Any transaction reported to the Chief Compliance Officer will be reviewed according to the following procedures:
1.If the Chief Compliance Officer determines that disclosure of the transaction is not required under the SEC’s related person transaction disclosure rule, the transaction will be deemed approved and will be reported to the Audit Committee.
2.If disclosure is required, the Chief Compliance Officer will submit the transaction to the Chair of the Audit Committee who will review and, if authorized, will determine whether to approve or ratify the transaction.
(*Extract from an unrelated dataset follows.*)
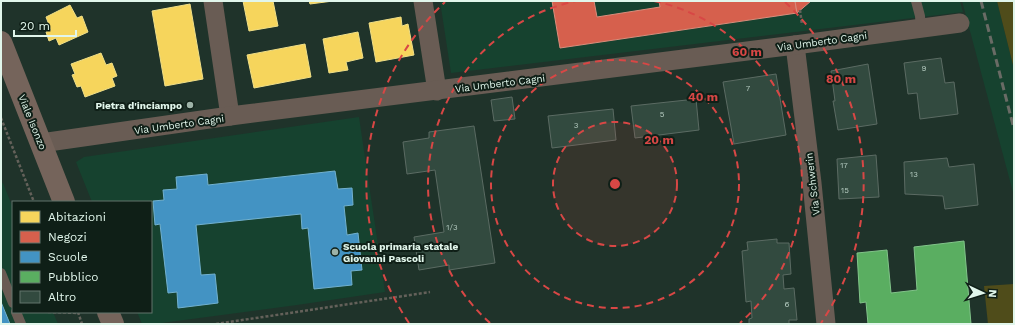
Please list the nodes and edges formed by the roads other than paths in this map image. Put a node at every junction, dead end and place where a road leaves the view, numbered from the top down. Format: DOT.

The Chair is authorized to approve or ratify any related person transaction involving an aggregate amount of less than $1.0 million or when it would be impracticable to wait for the next Audit Committee meeting to review the transaction.
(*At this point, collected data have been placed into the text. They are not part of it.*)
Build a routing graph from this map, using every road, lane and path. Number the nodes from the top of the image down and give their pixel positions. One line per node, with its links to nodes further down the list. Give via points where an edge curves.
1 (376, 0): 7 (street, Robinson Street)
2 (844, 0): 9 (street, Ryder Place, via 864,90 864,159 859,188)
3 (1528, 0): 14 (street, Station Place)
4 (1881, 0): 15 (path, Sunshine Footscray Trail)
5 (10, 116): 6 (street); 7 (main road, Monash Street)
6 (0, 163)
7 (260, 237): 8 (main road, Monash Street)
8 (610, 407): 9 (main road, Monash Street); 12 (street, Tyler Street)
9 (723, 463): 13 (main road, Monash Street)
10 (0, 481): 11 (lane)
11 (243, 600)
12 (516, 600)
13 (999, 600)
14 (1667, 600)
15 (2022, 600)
3.If the transaction is outside the Chair’s authority, the Chair will submit the transaction to the Audit Committee for review and approval or ratification.
When determining whether to approve or ratify a related person transaction, the Chair of the Audit Committee or the Audit Committee, as applicable, will review relevant facts regarding the related person transaction, including:
1.The extent of the related person’s interest in the transaction;
2.Whether the terms are comparable to those generally available in arm's length transactions; and
3.Whether the related person transaction is consistent with the best interests of the Company.
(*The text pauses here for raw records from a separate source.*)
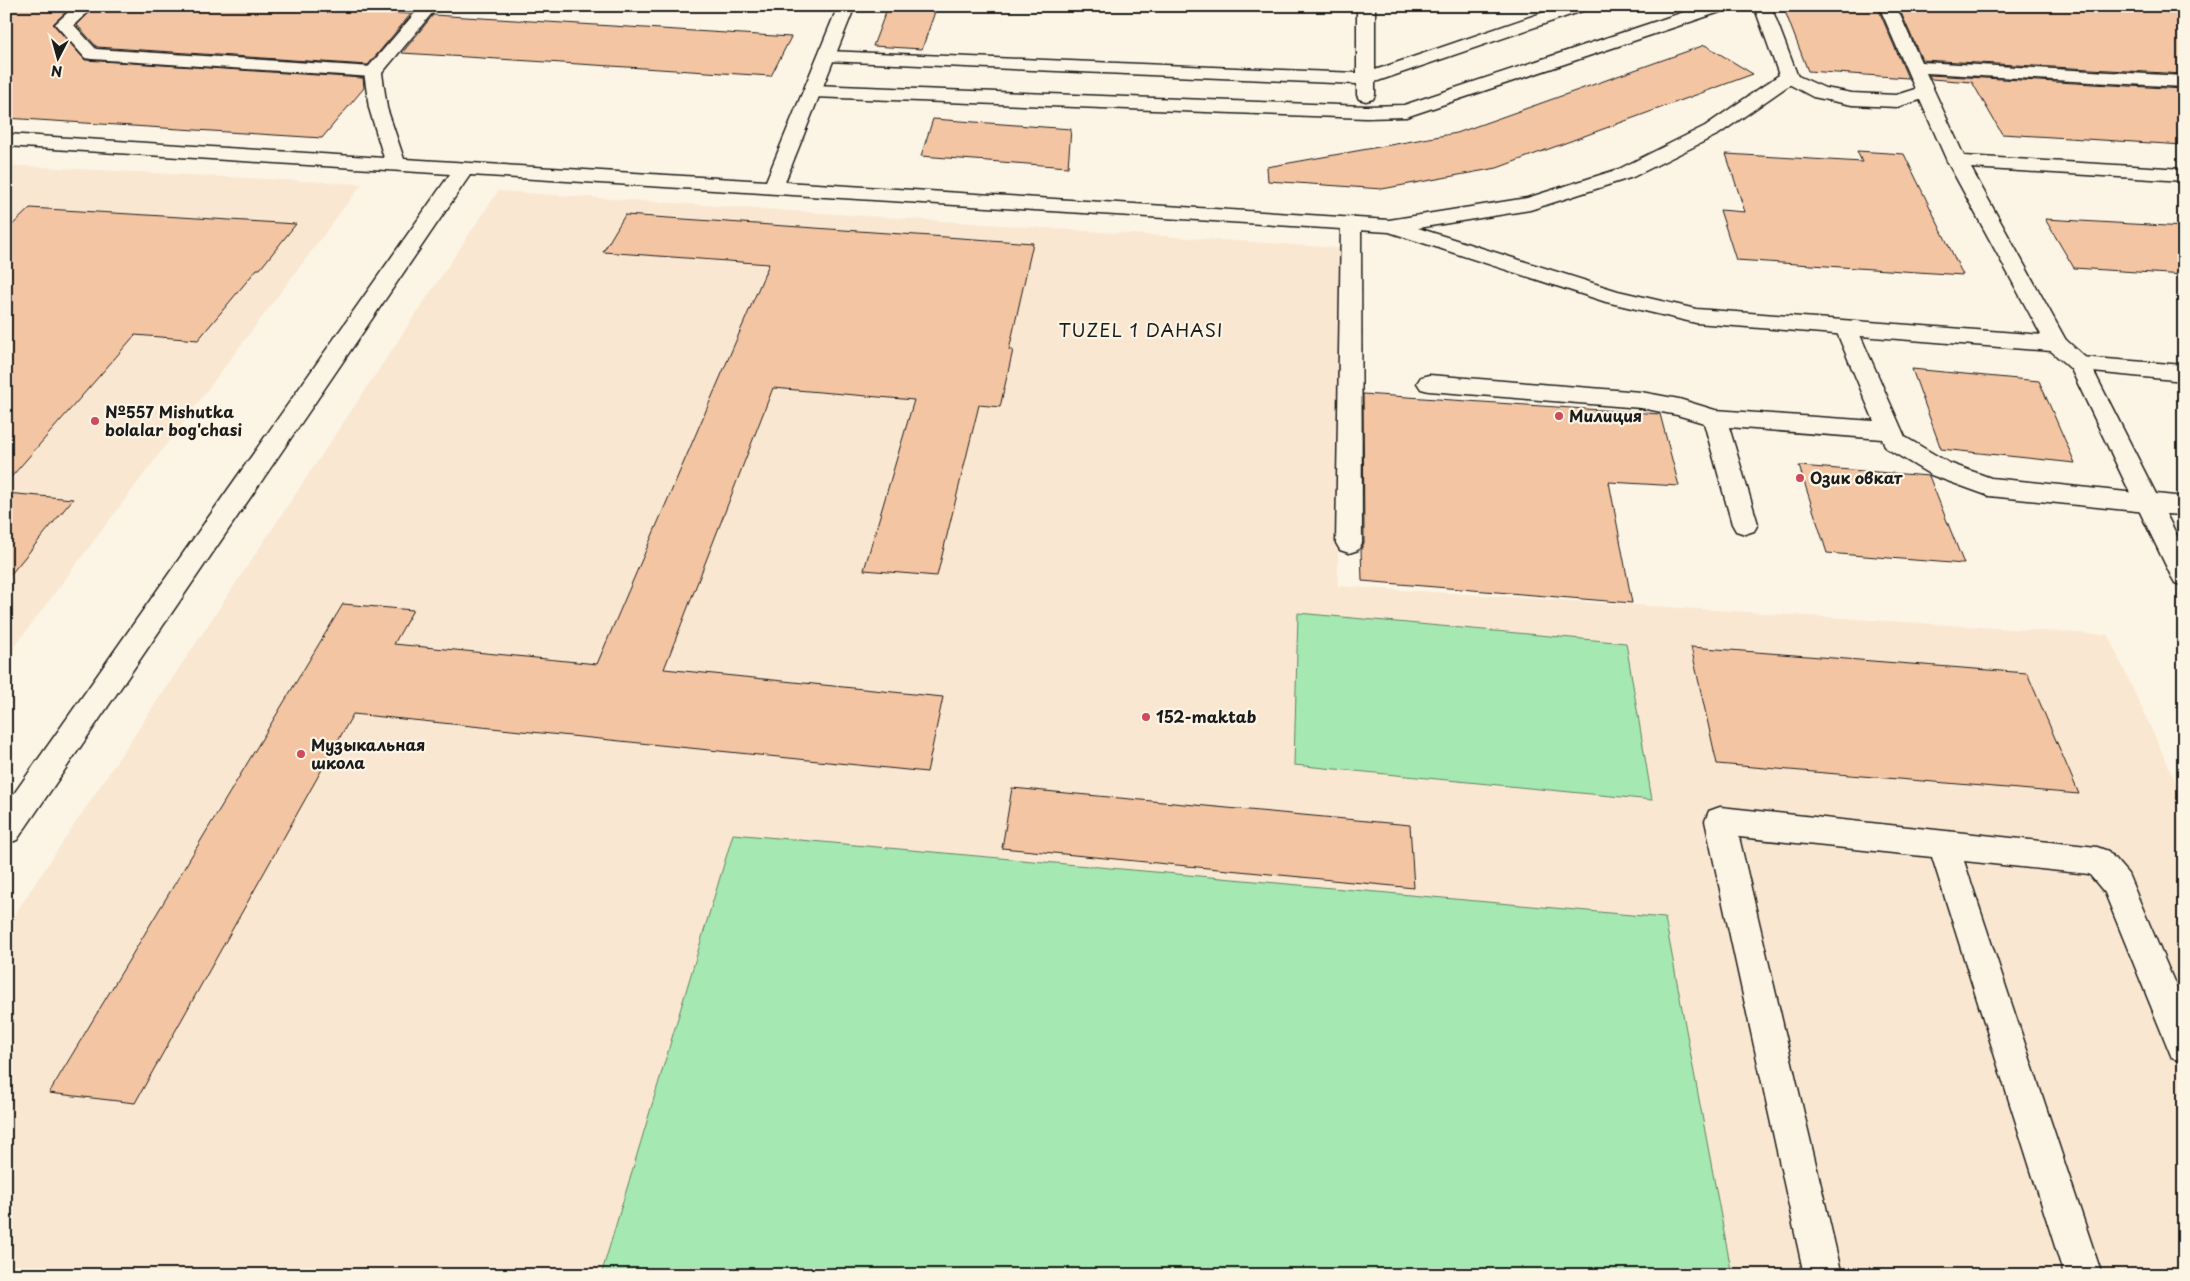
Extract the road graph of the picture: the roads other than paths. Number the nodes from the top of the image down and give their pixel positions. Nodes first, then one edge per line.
1 (86, 6) edge
2 (430, 6) edge
3 (847, 6) edge
4 (1366, 6) edge
5 (1579, 6) edge
6 (1720, 6) edge
7 (1762, 6) edge
8 (1887, 6) edge
9 (827, 56) junction
10 (1915, 67) junction
11 (373, 72) junction
12 (1789, 77) junction
13 (1366, 79) junction
14 (2184, 82) edge
15 (812, 91) junction
16 (1925, 92) junction
17 (1366, 112) junction
18 (6, 140) edge
19 (1957, 161) junction
20 (395, 163) junction
21 (465, 167) junction
22 (2184, 174) edge
23 (774, 186) junction
24 (1352, 223) junction
25 (1389, 226) junction
26 (1846, 328) junction
27 (2057, 344) junction
28 (2080, 365) junction
29 (2184, 373) edge
30 (1429, 383) dead end
31 (1714, 418) junction
32 (1890, 431) junction
33 (2146, 503) junction
34 (2184, 506) edge
35 (1745, 524) dead end
36 (1349, 544) dead end
37 (2184, 576) edge
38 (6, 830) edge
39 (1943, 844) junction
40 (2184, 1046) edge
41 (1823, 1275) edge
42 (2083, 1275) edge

1 - 11 street
2 - 11 street
3 - 9 street
4 - 13 street
5 - 13 street
6 - 17 street
7 - 12 street
8 - 10 street
9 - 13 street
9 - 15 street
10 - 14 street
10 - 16 street
11 - 20 street
12 - 16 street
12 - 25 street
13 - 17 street
15 - 17 street
15 - 23 street
16 - 19 street
18 - 20 street
19 - 22 street
19 - 27 street
20 - 21 street
21 - 23 street
21 - 38 street
23 - 24 street
24 - 25 street
24 - 36 street
25 - 26 street
26 - 27 street
26 - 32 street
27 - 28 street
28 - 29 street
28 - 33 street
30 - 31 street
31 - 32 street
31 - 35 street
32 - 33 street
33 - 34 street
33 - 37 street
39 - 40 street
39 - 41 street
39 - 42 street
If any related person transaction is not approved or ratified, the Committee may take such action as it may deem necessary or desirable in the best interests of the Company and its shareholders.
Board of Directors and Corporate Governance
Independence of the Board
The Boards of Puget Energy and PSE have reviewed the relationships between Puget Energy and PSE (and their respective subsidiaries) and each of their respective directors. Based on this review, the Boards have determined that of the members constituting the Boards, Steven Hooper (member of the Boards of both Puget Energy and PSE), Scott Armstrong (member of the Board of PSE and added to the Board of Puget Energy at the November, 2017, Board Meeting), and Barbara Gordon (member of the Board of PSE) are independent under the NYSE corporate governance listing standards and also meet the definition of an “Independent Director” under the Company’s Amended and Restated Bylaws. Under the Amended and Restated Bylaws of Puget Energy and PSE, an Independent Director is a director who: (i) shall not be a member of Puget Holdings (referred to as a Holdings Member) or an affiliate of any Holdings Member (including by way of being a member, stockholder, director, manager, partner, officer or employee of any such member), (ii) shall not be an officer or employee of PSE, (iii) shall be a resident of the state of Washington, and (iv) if and to the extent required with respect to any specific director, shall meet such other qualifications as may be required by any applicable regulatory authority for an independent director or manager. The Company’s definition of "Independent Director" is available in the Corporate Governance Guidelines at www.pugetenergy.com.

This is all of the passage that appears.